As Pollution Worsens in China, Solutions Succumb to Infighting

So severe are China’s environmental woes, especially the noxious air, that top government officials have been forced to openly acknowledge them. Fu Ying, the spokeswoman for the National People’s Congress, said she checked for smog every morning after opening her curtains and kept at home face masks for her daughter and herself. Li Keqiang, the new prime minister, said the air pollution had made him “quite upset” and vowed to “show even greater resolve and make more vigorous efforts” to clean it up.

What the leaders neglect to say is that infighting within the government bureaucracy is one of the biggest obstacles to enacting stronger environmental policies. Even as some officials push for tighter restrictions on pollutants, state-owned enterprises — especially China’s oil and power companies — have been putting profits ahead of health in working to outflank new rules, according to government data and interviews with people involved in policy negotiations.

For instance, even though trucks and buses crisscrossing China are far worse for the environment than any other vehicles, the oil companies have delayed for years an improvement in the diesel fuel those vehicles burn. As a result, the sulfur levels of diesel in China are at least 23 times that of the United States. As for power companies, the three biggest ones in the country are all repeat violators of government restrictions on emissions from coal-burning plants; offending power plants are found across the country, from Inner Mongolia to the southwest metropolis of Chongqing.

The state-owned enterprises are given critical roles in policy-making on environmental standards. The committees that determine fuel standards, for example, are housed in the buildings of an oil company. Whether the enterprises can be forced to follow, rather than impede, environmental restrictions will be a critical test of the commitment of Mr. Li andXi Jinping, the new party chief and president, to curbing the influence of vested interests in the economy.

Last month, after deadly air pollution hit record levels in northern China, officials led byWen Jiabao, then the prime minister, put forward strict new fuel standards that the oil companies had blocked for years. But there are doubts about whether the oil companies will comply, especially since oil officials resisted a similar government order for higher-grade fuel four years ago. State-owned power companies have been similarly resistant. The companies regularly ignore government orders to upgrade coal-burning electricity plants, according to ministry data. And as with the oil companies, the power companies exert an outsize influence over environmental policy debates.
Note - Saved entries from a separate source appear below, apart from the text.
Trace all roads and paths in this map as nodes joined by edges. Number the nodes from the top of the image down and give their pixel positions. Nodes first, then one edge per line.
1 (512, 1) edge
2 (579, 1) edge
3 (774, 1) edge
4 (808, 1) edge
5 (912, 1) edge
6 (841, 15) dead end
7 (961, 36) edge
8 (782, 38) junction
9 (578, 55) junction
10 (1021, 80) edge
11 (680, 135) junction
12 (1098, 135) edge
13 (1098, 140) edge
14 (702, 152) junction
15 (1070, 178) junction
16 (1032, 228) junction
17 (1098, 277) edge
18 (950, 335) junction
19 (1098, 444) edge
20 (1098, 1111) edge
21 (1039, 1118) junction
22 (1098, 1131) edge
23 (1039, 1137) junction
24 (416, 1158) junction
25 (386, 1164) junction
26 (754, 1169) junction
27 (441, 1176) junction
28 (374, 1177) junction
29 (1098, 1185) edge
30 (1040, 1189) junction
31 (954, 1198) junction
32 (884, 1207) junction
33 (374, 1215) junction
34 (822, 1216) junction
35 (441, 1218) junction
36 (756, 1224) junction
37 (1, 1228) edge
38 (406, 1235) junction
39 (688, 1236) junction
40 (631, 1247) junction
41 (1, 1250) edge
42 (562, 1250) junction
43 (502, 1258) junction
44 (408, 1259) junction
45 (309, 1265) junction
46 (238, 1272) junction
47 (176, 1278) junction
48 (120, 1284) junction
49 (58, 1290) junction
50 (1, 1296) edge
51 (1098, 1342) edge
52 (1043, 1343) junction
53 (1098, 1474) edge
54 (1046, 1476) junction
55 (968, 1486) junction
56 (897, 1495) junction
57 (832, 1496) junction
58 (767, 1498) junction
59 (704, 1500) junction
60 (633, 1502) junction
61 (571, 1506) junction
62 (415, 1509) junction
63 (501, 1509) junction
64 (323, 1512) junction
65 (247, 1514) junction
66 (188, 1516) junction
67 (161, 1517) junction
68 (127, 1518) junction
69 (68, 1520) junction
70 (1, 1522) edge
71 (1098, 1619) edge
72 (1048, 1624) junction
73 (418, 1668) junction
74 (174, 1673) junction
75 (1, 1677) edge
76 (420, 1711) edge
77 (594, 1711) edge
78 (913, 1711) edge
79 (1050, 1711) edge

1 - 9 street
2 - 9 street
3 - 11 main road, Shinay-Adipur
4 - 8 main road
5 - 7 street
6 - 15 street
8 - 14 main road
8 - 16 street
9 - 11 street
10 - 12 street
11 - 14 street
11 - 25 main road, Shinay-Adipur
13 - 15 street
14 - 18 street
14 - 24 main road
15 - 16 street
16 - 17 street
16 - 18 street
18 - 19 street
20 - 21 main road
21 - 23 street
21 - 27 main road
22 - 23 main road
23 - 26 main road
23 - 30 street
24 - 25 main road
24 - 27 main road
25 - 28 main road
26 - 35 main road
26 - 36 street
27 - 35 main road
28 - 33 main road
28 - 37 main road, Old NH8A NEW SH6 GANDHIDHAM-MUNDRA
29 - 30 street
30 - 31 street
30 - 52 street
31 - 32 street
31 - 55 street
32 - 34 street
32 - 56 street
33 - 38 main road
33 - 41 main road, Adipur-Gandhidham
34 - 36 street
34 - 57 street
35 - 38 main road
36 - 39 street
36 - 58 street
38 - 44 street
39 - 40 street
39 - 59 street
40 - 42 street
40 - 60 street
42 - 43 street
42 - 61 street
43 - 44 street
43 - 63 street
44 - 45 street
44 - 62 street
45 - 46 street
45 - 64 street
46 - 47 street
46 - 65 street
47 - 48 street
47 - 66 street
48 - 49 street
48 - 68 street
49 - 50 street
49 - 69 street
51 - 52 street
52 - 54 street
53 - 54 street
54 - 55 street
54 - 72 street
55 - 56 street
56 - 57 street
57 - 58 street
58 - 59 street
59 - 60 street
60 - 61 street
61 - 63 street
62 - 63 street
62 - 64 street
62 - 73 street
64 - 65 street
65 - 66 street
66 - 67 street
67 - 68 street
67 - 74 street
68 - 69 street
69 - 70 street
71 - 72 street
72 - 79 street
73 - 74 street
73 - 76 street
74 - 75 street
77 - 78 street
In 2011, during a round of discussions over stricter emissions standards, the China Electricity Council, which represents the companies, pushed back hard against the proposals, saying that the costs of upgrading the plants would be too high.

“During the procedure of setting the standard, the companies or the industry councils have a lot of influence,” said Zhou Rong, a campaign manager on energy issues for Greenpeace East Asia. “My personal opinion is even if we have the most stringent standards for every sector, the companies will violate those.”

On Feb. 28, Deutsche Bank released an analysts’ note saying that China’s current economic policies would result in an enormous surge in coal consumption and automobile sales over the next decade. “China’s air pollution will become a lot worse from the already unbearable level,” the analysts said, calling for drastic policy changes and “a strong government will to overcome the opposition from interest groups.”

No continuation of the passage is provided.